The digital economy is driving innovation and growth around the world. as new technologies, business models and companies are emerging they are fundamentally altering the business landscape and the ways that traditional industries operate. while this is driving GDP and job growth in most countries, it also provides new challenges to lawmakers. The regulatory landscape has been evolving rapidly as the internet continues to expand into all areas of business and personal life, and as lawmakers respond to the issues and concerns that are brought to them. While new regulations can potentially boost growth, they also raise the real risk of negatively impacting the investment environment and the success of internet companies and the growth they represent. Lawmakers are considering new regulations in areas including: 1) copyright and intellectual property, 2) intermediary liability protection and censorship, 3) privacy and security, and 4) mobile infrastructure and services. In order to ensure that the views of internet investors are incorporated into the thinking of lawmakers, Fifth Era has conducted surveys in 2011, 2014 and 2016 to determine the impact that potential internet regulations may have on their investing activities.

For this year’s report we wanted to understand the differences that might exist between investors in countries with a strongly developed Internet economy and those which are still developing their Internet economies. In addition, we wanted to understand how capital availability might be impacted among the investors residing in each country, as well as those major sources of foreign direct investment (FDI) that flow into each country. We decided to sample countries in every category so that we could assess how potential Internet regulations and government policies might negatively or positively impact capital investment into Internet companies.

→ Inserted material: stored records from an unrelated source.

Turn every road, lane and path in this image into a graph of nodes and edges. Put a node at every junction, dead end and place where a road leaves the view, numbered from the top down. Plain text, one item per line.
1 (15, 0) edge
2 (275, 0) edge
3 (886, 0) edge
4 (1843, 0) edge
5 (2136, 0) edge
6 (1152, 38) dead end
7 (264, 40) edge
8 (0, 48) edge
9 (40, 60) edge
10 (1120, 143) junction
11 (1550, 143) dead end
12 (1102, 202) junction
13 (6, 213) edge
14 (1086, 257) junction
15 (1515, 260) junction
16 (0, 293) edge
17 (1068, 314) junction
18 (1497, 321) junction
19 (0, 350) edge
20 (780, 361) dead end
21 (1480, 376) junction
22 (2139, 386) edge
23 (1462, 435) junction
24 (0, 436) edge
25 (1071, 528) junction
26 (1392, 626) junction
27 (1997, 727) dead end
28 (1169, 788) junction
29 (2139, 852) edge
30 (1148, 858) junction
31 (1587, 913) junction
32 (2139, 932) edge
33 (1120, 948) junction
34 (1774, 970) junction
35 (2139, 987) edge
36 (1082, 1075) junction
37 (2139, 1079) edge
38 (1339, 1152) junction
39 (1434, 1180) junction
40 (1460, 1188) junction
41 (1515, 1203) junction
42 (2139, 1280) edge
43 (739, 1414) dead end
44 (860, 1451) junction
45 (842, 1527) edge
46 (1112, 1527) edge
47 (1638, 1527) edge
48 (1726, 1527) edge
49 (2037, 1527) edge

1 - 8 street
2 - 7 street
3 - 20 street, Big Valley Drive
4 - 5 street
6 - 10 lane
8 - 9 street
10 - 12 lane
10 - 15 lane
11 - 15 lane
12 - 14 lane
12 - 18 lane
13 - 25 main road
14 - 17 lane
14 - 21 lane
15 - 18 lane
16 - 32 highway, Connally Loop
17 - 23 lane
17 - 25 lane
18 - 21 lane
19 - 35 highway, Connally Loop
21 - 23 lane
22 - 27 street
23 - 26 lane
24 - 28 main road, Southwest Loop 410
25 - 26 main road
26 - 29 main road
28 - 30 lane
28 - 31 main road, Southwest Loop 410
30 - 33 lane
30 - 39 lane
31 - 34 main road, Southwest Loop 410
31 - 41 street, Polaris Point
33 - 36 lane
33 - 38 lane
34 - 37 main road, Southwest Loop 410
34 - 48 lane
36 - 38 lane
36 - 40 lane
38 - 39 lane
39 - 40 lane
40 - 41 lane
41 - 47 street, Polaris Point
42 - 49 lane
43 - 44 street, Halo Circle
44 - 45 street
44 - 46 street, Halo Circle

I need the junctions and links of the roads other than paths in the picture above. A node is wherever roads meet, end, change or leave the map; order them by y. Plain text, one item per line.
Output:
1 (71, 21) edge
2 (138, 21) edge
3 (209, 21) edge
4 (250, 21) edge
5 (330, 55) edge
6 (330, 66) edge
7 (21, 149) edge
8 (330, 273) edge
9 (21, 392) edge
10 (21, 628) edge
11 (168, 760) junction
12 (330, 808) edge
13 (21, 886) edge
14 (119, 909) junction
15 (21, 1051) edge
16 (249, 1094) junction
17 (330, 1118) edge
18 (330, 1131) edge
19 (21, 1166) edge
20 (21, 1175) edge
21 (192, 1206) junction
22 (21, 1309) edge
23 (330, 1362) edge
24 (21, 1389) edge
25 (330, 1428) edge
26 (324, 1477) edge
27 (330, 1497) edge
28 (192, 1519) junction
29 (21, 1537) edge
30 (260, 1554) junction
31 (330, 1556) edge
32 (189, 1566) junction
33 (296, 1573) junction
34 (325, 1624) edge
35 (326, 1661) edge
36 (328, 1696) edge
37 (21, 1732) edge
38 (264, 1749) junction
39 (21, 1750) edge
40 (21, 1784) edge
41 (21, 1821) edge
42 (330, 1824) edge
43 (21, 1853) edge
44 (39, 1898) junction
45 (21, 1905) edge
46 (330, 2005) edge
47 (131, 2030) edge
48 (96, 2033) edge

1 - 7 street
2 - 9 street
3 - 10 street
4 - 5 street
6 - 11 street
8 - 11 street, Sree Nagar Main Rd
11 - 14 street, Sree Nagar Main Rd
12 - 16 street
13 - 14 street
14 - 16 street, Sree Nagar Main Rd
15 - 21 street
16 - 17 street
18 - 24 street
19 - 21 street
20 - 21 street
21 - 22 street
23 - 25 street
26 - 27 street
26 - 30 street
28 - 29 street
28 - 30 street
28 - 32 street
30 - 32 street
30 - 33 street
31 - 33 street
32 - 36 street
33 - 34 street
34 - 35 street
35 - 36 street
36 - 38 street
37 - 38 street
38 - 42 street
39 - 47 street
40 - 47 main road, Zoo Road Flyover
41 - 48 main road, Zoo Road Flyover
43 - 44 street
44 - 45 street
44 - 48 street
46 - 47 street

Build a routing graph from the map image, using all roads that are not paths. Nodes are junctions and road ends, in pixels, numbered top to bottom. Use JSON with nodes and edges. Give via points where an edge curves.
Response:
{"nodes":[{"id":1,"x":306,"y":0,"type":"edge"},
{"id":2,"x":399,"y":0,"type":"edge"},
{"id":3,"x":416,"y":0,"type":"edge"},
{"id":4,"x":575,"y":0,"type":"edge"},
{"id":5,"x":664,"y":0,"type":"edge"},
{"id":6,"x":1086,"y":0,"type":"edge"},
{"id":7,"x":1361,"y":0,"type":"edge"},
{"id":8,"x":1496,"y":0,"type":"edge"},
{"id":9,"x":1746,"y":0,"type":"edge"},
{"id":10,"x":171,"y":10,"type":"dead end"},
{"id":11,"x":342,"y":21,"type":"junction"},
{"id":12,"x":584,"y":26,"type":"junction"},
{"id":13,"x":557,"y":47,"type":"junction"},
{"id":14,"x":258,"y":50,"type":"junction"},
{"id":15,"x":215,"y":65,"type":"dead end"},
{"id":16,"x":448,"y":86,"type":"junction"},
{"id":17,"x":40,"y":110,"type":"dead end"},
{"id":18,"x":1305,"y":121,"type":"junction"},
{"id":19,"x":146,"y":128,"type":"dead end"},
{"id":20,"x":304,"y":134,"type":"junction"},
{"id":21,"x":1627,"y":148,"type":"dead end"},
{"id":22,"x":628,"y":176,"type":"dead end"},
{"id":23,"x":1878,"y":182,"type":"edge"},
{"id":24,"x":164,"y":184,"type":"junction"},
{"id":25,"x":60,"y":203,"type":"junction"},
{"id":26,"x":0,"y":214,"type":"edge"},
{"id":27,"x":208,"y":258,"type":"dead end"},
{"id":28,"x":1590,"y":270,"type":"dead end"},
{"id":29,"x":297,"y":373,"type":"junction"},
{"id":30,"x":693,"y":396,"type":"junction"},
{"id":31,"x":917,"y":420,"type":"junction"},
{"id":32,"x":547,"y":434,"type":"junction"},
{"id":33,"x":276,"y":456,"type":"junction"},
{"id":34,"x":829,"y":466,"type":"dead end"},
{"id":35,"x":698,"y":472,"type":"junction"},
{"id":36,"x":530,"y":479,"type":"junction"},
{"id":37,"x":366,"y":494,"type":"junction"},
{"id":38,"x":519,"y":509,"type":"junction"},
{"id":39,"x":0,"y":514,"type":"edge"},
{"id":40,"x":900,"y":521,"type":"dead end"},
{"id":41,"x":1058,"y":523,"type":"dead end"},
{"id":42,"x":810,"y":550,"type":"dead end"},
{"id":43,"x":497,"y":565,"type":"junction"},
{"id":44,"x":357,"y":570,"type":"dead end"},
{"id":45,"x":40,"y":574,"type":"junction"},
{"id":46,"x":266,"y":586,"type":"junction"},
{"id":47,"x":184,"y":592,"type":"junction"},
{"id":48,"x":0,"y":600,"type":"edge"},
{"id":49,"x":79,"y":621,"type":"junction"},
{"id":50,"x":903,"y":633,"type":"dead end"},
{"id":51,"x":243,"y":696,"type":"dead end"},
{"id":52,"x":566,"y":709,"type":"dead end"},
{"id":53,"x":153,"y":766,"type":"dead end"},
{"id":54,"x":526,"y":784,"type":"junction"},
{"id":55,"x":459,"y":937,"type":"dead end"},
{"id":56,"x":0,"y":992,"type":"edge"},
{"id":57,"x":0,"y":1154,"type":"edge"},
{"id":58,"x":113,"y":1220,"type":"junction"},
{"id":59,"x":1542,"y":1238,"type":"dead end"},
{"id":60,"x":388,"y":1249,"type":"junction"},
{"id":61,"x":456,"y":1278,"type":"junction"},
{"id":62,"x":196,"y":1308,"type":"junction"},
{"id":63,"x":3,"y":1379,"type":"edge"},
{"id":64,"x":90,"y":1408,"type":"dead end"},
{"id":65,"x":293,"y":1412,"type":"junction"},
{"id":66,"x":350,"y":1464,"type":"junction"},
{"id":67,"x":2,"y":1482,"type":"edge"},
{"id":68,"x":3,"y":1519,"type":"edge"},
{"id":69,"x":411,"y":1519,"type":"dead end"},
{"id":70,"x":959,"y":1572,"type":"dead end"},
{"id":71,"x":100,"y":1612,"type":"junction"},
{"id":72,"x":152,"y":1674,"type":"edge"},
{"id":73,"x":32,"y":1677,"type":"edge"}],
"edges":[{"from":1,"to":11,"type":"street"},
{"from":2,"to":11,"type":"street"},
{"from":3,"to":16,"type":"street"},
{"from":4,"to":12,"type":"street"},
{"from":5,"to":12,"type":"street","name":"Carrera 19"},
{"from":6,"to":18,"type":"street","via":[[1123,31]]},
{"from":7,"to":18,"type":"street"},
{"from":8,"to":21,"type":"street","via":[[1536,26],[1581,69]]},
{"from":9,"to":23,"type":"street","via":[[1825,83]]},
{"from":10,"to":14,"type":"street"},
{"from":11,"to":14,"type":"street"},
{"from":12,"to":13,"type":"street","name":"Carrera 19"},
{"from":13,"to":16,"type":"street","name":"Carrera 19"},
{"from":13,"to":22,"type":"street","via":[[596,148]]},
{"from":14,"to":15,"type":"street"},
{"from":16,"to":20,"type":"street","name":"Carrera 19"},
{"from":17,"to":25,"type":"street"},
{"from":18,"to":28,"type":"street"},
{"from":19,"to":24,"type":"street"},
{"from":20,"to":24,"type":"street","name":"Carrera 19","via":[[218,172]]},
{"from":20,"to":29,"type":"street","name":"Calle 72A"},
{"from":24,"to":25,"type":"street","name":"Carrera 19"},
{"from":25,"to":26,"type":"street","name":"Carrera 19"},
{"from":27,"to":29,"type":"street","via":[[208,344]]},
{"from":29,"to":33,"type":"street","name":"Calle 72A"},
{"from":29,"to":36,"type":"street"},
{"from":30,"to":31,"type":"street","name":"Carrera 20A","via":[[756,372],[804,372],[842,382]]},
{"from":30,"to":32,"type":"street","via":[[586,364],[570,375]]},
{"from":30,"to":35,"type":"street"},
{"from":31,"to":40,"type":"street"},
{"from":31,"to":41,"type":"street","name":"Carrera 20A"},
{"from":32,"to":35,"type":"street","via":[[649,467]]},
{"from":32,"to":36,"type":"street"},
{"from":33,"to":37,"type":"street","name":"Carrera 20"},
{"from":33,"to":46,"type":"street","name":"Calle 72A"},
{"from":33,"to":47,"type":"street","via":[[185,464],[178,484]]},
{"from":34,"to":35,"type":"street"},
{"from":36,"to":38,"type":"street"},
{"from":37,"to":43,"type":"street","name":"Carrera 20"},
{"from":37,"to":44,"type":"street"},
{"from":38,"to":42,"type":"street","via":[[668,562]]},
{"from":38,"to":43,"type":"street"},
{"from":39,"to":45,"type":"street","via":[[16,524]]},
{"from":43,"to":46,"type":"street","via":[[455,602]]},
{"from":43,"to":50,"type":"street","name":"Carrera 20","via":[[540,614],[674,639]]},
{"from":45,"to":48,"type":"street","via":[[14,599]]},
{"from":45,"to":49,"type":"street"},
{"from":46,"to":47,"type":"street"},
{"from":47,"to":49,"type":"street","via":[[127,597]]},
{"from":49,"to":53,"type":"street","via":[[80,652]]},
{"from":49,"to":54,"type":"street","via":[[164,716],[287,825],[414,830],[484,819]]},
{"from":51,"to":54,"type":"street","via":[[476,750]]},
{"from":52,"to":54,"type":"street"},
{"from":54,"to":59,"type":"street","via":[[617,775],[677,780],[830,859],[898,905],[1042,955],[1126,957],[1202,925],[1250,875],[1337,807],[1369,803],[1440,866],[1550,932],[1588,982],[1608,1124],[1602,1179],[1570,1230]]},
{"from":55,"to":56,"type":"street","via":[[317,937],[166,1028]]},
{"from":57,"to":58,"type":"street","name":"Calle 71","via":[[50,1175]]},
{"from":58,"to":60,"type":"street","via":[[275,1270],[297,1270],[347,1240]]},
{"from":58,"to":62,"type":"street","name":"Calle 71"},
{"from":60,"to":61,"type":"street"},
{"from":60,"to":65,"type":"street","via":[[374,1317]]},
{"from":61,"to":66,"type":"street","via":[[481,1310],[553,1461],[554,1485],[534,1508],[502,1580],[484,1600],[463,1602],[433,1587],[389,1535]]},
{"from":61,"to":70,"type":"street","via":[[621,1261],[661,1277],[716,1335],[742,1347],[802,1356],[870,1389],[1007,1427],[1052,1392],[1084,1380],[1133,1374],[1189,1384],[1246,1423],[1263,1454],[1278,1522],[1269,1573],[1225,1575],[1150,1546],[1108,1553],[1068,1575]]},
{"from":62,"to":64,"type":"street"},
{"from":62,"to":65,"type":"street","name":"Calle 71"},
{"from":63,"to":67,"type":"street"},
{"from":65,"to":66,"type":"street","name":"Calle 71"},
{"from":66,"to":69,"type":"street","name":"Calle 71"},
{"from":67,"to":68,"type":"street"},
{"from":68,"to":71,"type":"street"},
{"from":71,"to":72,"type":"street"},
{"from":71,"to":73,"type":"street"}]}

The thirteen countries (Australia, India, Indonesia, Israel, Japan, Korea, Nigeria, Saudi Arabia, South Africa, Thailand, Turkey, UAE and Vietnam) surveyed in Asia, Africa and the Middle East represent a spectrum of more to less developed Internet economies. The UK and USA were chosen as leading examples of countries that provide FDI to the thirteen economies.

This year we applied the same criteria in each market regarding who was allowed to take the survey. First they needed to declare that they were Internet investors. Secondly, they needed to have a net worth excluding their primary residence of USD $1 million or annual income of USD $200,000. We then worked with leading panel companies in each of the fifteen countries to ensure that the survey yielded statistically relevant samples of the country specific sophisticated investors. In total, 475 Internet investors completed the survey and were verified respondents.

As shown in the detailed findings of this report, the sentiment of investors is very consistent across these various categories of economies surveyed. Investors are chilled by regulatory ambiguity and would reduce their capital investment if countries introduce Internet regulations that reduce their investment viability or return. Investors are concerned by some potential regulations in areas including: 1) Copyright and Intellectual Property, 2) Intermediary Liability and Censorship, 3) Privacy and Security, and 4) Mobile Infrastructure and Services, and would prefer countries that focus on creating supportive economic, regulatory and investment environments which consider investor sentiment.

Governments that engage Internet investors in their law making and introduce government policies aimed at stimulating investment should see significant positive results in terms of increased capital investment, GDP growth and job creation.